The Esselen had ongoing conflicts with the neighboring Rumsen tribe over crops and hunting grounds. The Rumsen initially assisted the Franciscans and when they fell on hard times, taught the missionaries what they could harvest from the wild for food.
The priests baptized a number of Esselen during 1776, most of them children, and a few more in the following years. The priests allowed the children after baptism to continue to live with their parents in their village until they reached the "age of reason," which was about nine years old. In 1783, the soldiers fought the Excelen and killed a few of them. The battle may have resulted from the soldiers' attempts to collect the children and force them to live at the mission. Baptisms picked up again after this date, perhaps because the Excelen saw they could not defeat the soldiers and decided they wanted to be with their children. Upon baptism the Esselen were considered to be part of a monastic order and subject to the rules of that order. This placed them, by Spanish law, under the direct authority of the padres. The girls were separated from their families at age 8 and required to sleep in a segregated, locked dormitory called the monjero (nunnery). Once they rose, they worked inside until they finished their chores around lunch time, they were allowed some time to visit their family's homes in the mission village. Married women whose husbands were absent and widows were also required to sleep there. The boys and unmarried men also had their own dormitory, though it was less confining.
French explorer Jean La Pérouse visited Monterey with two ships on September 14, 1786. Two days after he arrived, he visited Mission San Carlos Borromeo. In honor of his reception, the Indian neophytes were given an extra ration of food and lined up to see him. La Pérouse's described the natives as lifeless, robbed of spirit, traumatized, and depressed. Among other things, he described severe punishments inflicted on the Indians by the friars. He thought they considered the Indians "too much a child, too much a slave, too little a man." Until western contact, the native people lived in small villages of between 30 and 100 people.

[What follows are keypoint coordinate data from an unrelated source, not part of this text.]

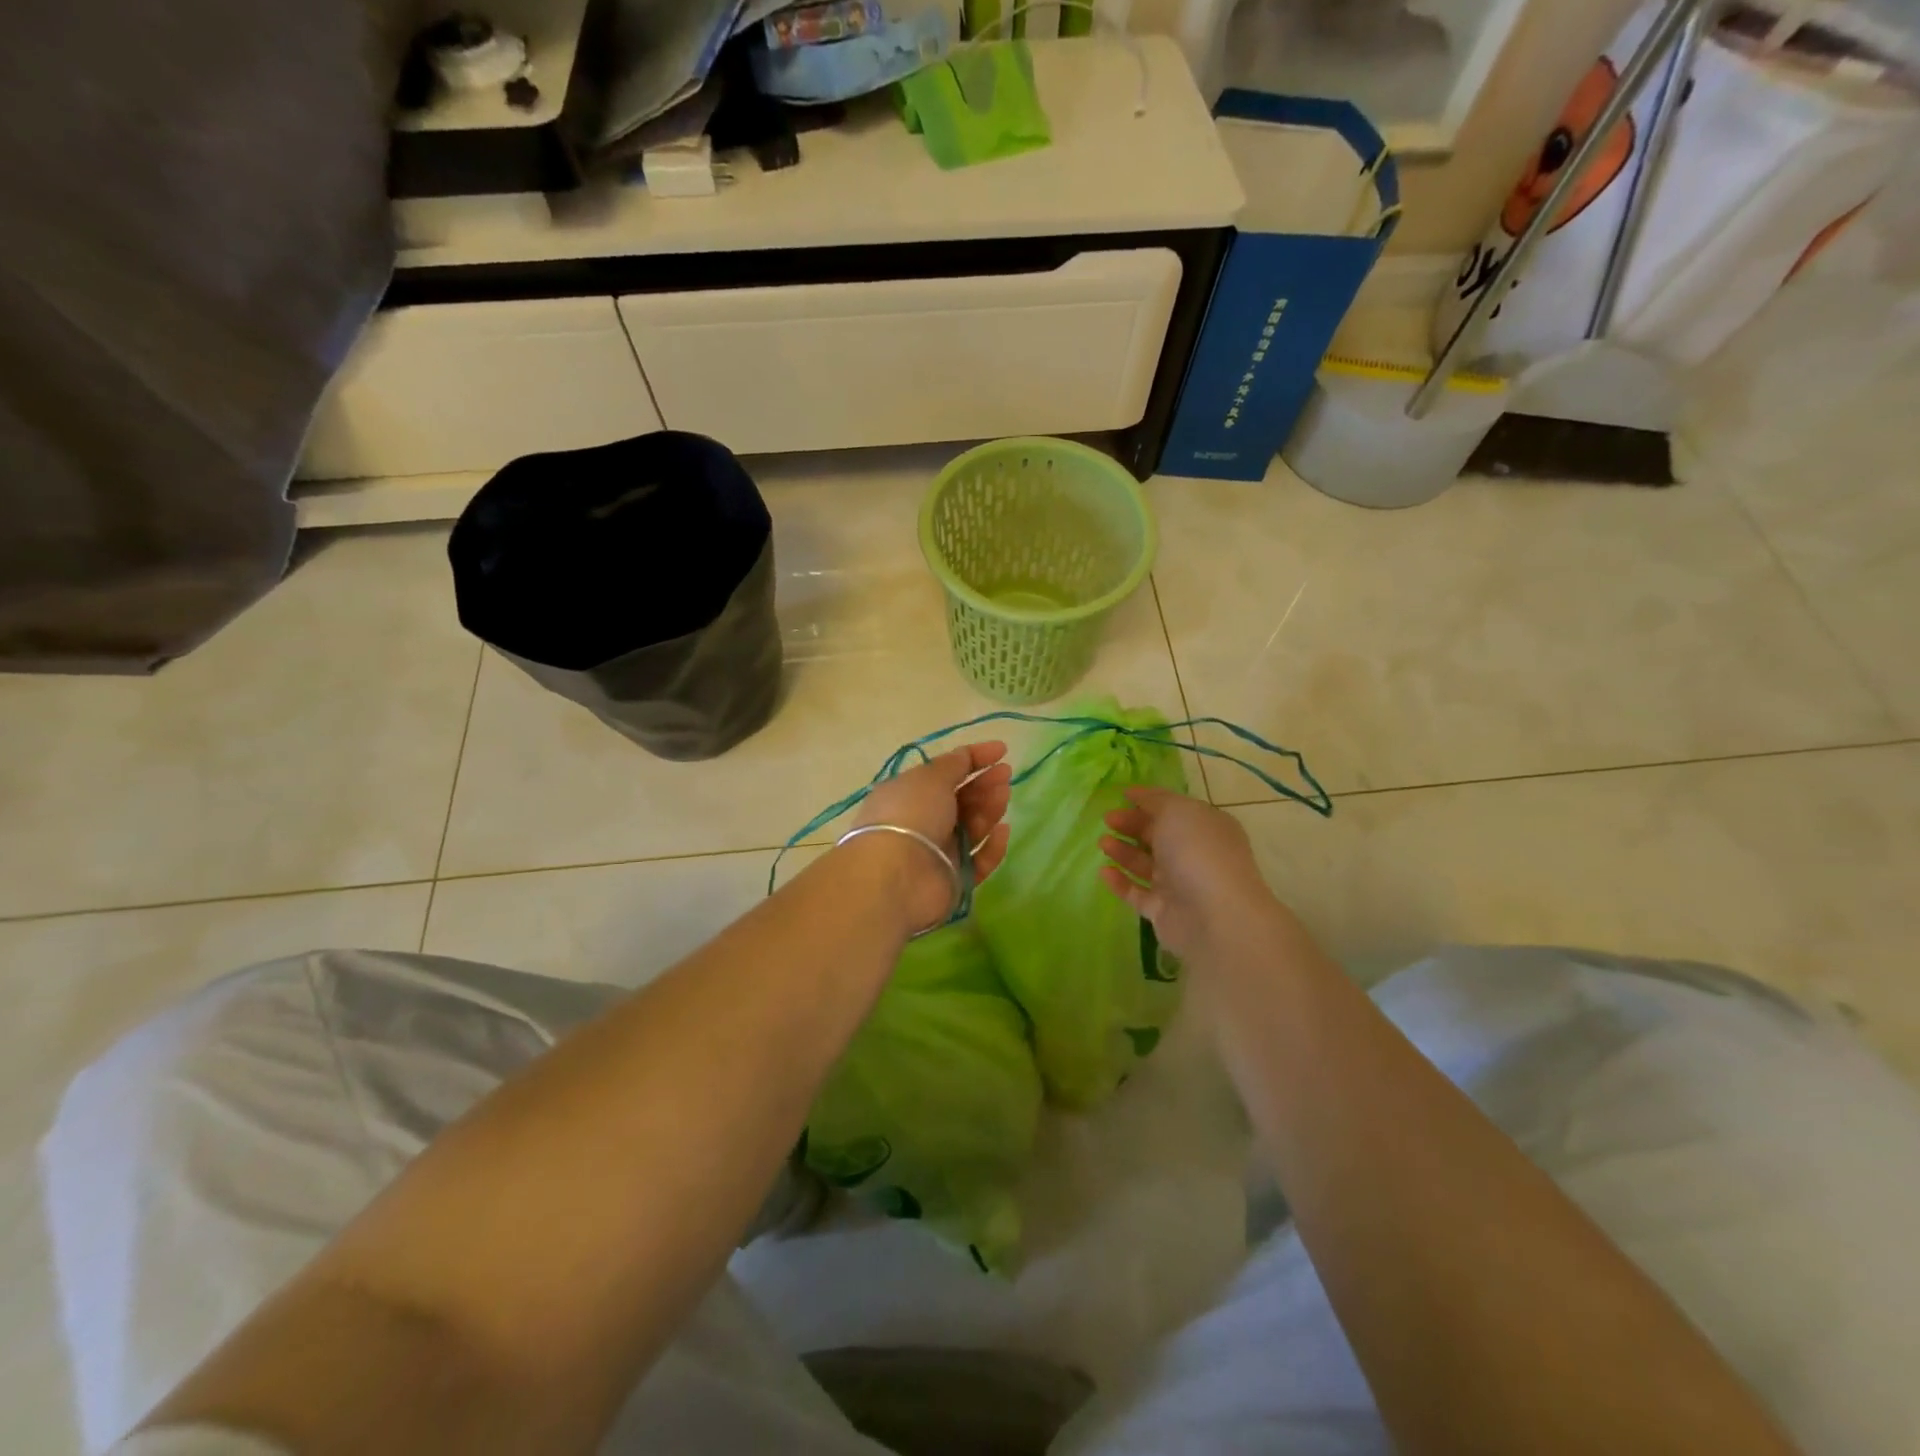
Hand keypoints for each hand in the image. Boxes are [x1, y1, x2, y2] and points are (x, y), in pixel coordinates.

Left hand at [852, 741, 1012, 935]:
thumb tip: (965, 755)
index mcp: (909, 794)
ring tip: (1003, 796)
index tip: (1002, 750)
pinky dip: (992, 846)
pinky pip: (979, 860)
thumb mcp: (930, 778)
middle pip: (960, 800)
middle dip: (984, 784)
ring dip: (989, 809)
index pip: (945, 772)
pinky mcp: (953, 879)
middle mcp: (922, 821)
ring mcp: (937, 852)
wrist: (897, 876)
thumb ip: (953, 765)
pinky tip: (1003, 830)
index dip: (974, 758)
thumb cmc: (910, 814)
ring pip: (971, 828)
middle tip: (1006, 775)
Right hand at [1098, 787, 1279, 959]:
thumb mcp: (1177, 811)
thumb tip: (1136, 793)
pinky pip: (1138, 893)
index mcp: (1205, 826)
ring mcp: (1180, 884)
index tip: (1120, 796)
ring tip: (1102, 843)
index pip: (1173, 809)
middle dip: (1132, 825)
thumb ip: (1155, 800)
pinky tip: (1103, 872)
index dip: (1147, 801)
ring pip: (1146, 864)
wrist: (1215, 916)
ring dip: (1123, 851)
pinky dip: (1120, 882)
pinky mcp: (1164, 911)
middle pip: (1158, 836)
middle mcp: (1195, 853)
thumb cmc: (1197, 852)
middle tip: (1107, 819)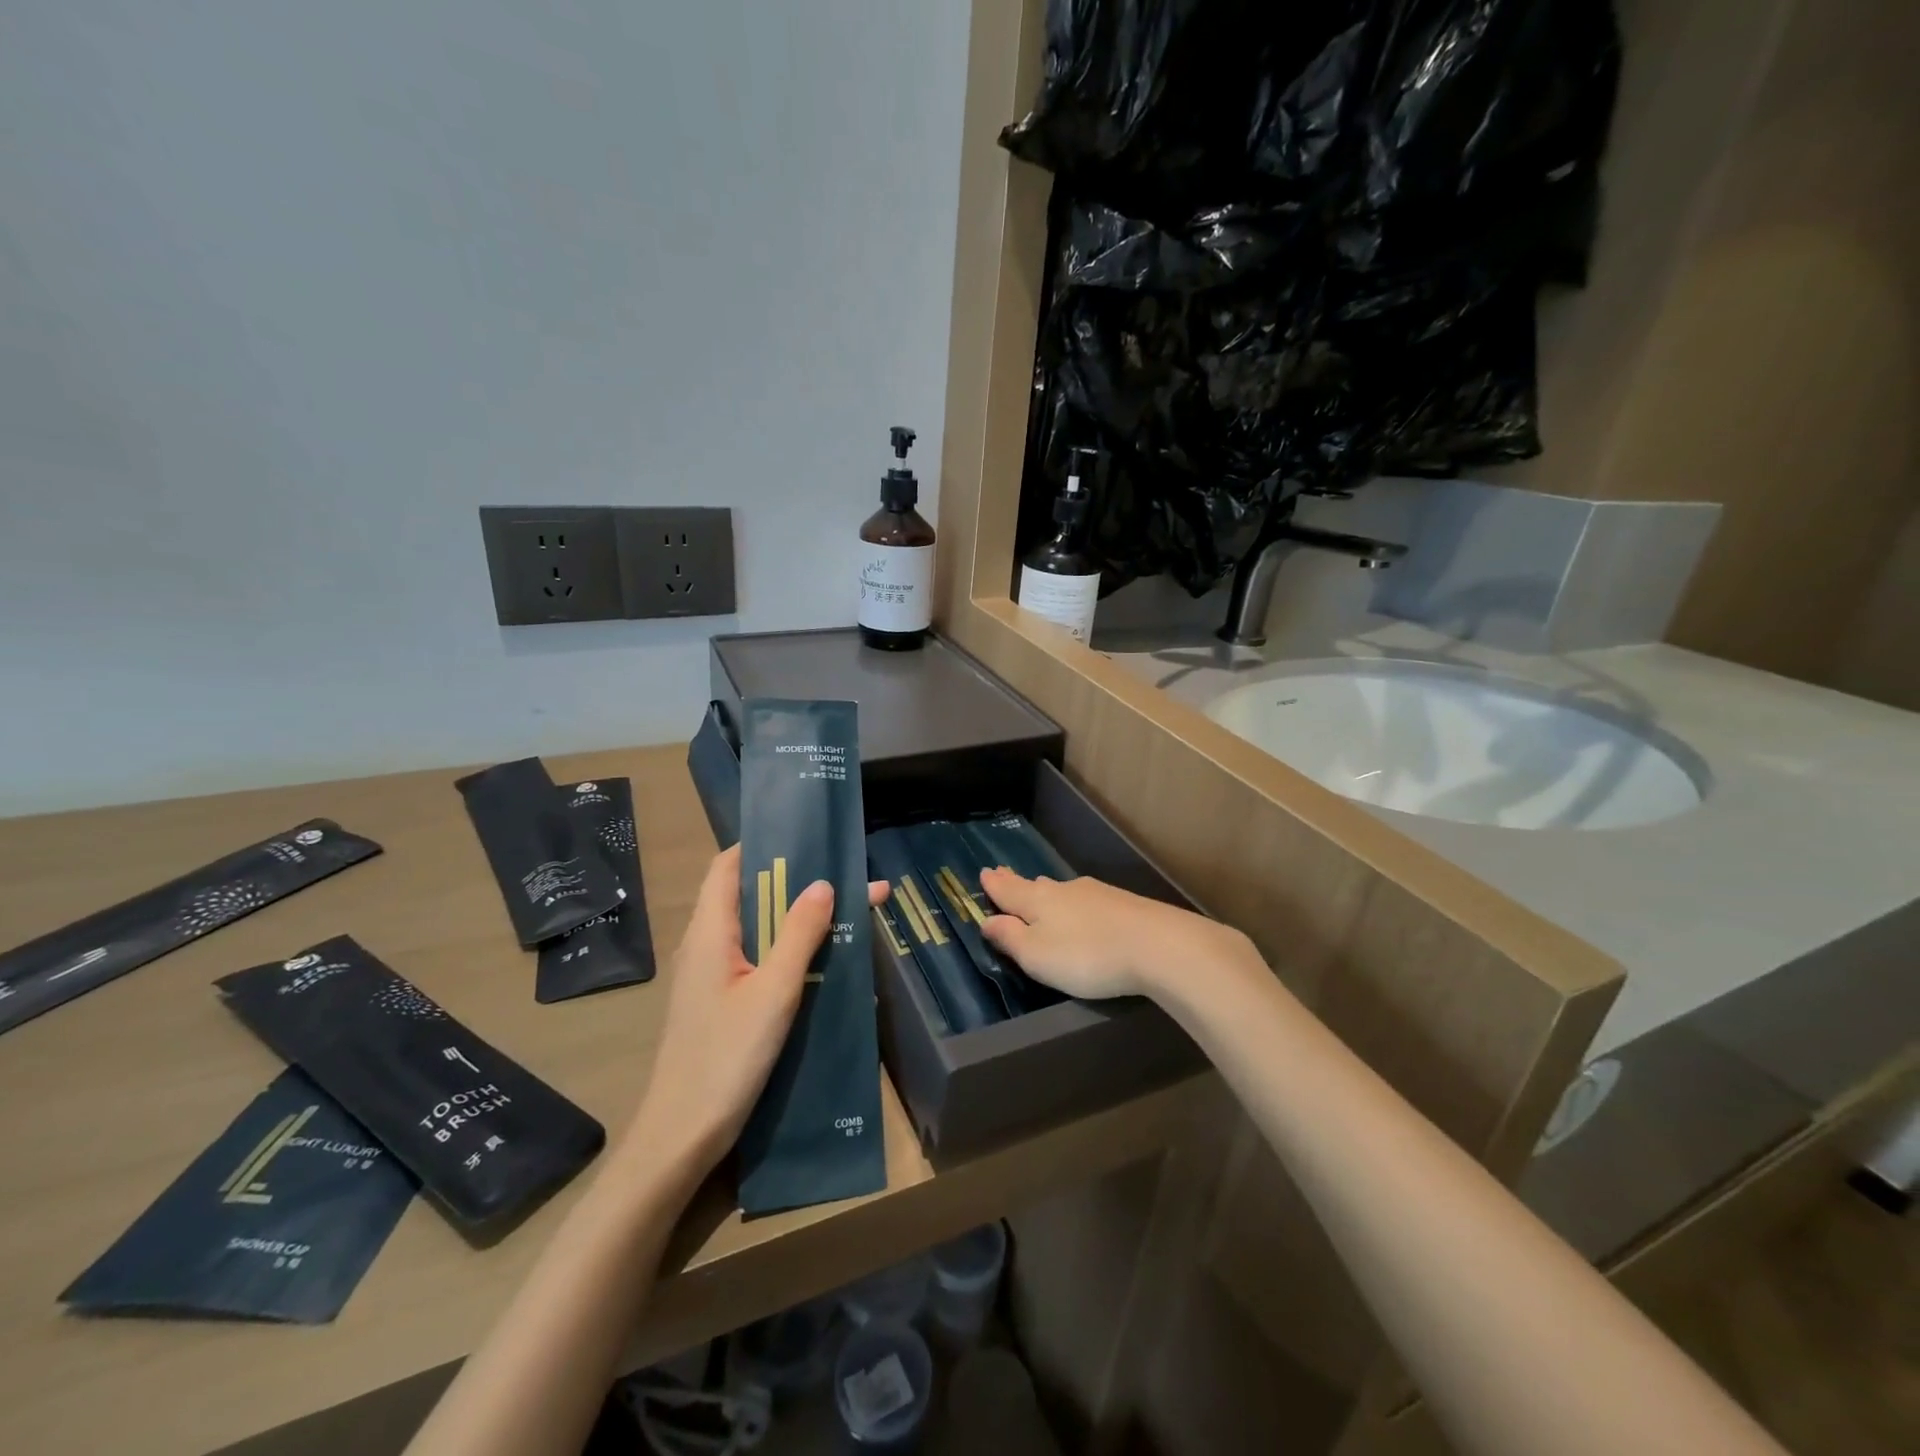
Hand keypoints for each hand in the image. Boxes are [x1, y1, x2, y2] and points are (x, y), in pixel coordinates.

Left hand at [621, 847, 886, 1183]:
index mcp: (710, 932)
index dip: (764, 845)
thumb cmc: (725, 1058)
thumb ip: (798, 935)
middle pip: (751, 896)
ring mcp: (712, 976)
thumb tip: (823, 883)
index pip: (729, 865)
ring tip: (849, 910)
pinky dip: (790, 949)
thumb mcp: (773, 993)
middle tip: (849, 875)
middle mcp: (706, 945)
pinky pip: (758, 959)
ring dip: (799, 917)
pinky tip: (824, 959)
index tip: (808, 837)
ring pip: (758, 930)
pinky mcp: (722, 1003)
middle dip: (798, 882)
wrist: (680, 1139)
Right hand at [979, 867, 1255, 1002]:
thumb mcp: (1037, 956)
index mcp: (1037, 901)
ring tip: (1038, 891)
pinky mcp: (1123, 904)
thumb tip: (987, 920)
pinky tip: (1081, 909)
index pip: (1008, 890)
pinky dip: (1075, 904)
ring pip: (1062, 891)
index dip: (994, 885)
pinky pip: (1087, 900)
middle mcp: (1064, 890)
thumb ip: (1010, 938)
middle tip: (1003, 875)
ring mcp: (1096, 894)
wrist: (1157, 945)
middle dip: (1017, 884)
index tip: (984, 872)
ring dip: (1046, 892)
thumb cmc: (1086, 956)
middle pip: (1034, 886)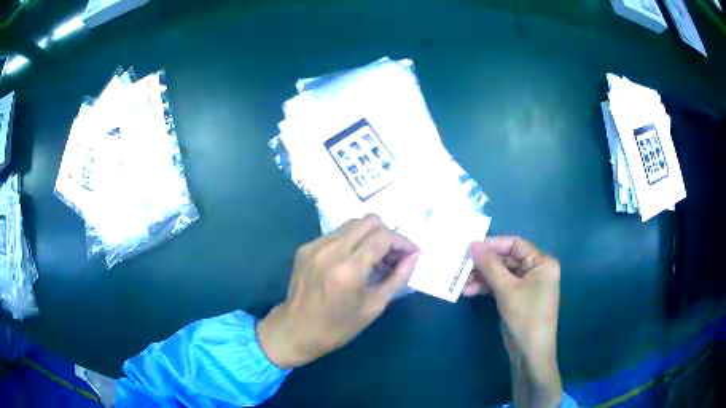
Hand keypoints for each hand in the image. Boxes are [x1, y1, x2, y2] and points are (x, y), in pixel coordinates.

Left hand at [257, 215, 419, 367]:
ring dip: (370, 236)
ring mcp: (315, 246)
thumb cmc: (337, 327)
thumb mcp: (373, 307)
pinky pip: (337, 234)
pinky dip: (352, 242)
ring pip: (353, 224)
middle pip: (369, 221)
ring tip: (375, 260)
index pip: (383, 237)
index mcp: (349, 269)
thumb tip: (414, 256)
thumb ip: (397, 278)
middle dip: (388, 234)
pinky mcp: (306, 247)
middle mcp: (331, 250)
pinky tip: (354, 262)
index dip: (403, 242)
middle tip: (393, 257)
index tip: (412, 254)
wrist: (295, 331)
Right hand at [464, 237, 562, 406]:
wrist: (530, 353)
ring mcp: (526, 285)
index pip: (515, 244)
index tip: (470, 247)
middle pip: (506, 259)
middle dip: (484, 264)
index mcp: (542, 262)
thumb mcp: (507, 290)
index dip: (493, 244)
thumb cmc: (525, 317)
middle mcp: (536, 270)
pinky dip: (486, 287)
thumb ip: (490, 265)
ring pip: (501, 273)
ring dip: (482, 277)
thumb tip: (472, 243)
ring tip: (462, 283)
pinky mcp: (517, 297)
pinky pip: (500, 285)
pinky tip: (470, 291)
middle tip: (462, 266)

From 1783 to 1785, about 40% of the Excelen were baptized. Another three Esselen were baptized at the Mission Soledad in the early 1790s, but by 1798 the majority of the Indians had been baptized. A new priest, Father Amoró, arrived in September 1804 and injected fresh energy into baptism efforts. From 1804 to 1808, 25 individuals from Excelen were baptized during these final four years. They comprised nearly 10% of the total Excelen population who were baptized. They had held out for 33 years after proselytizing began in their area. The last five baptized were all older, from 45 to 80 years. The total number of Esselen baptized is estimated to range from 790 to 856.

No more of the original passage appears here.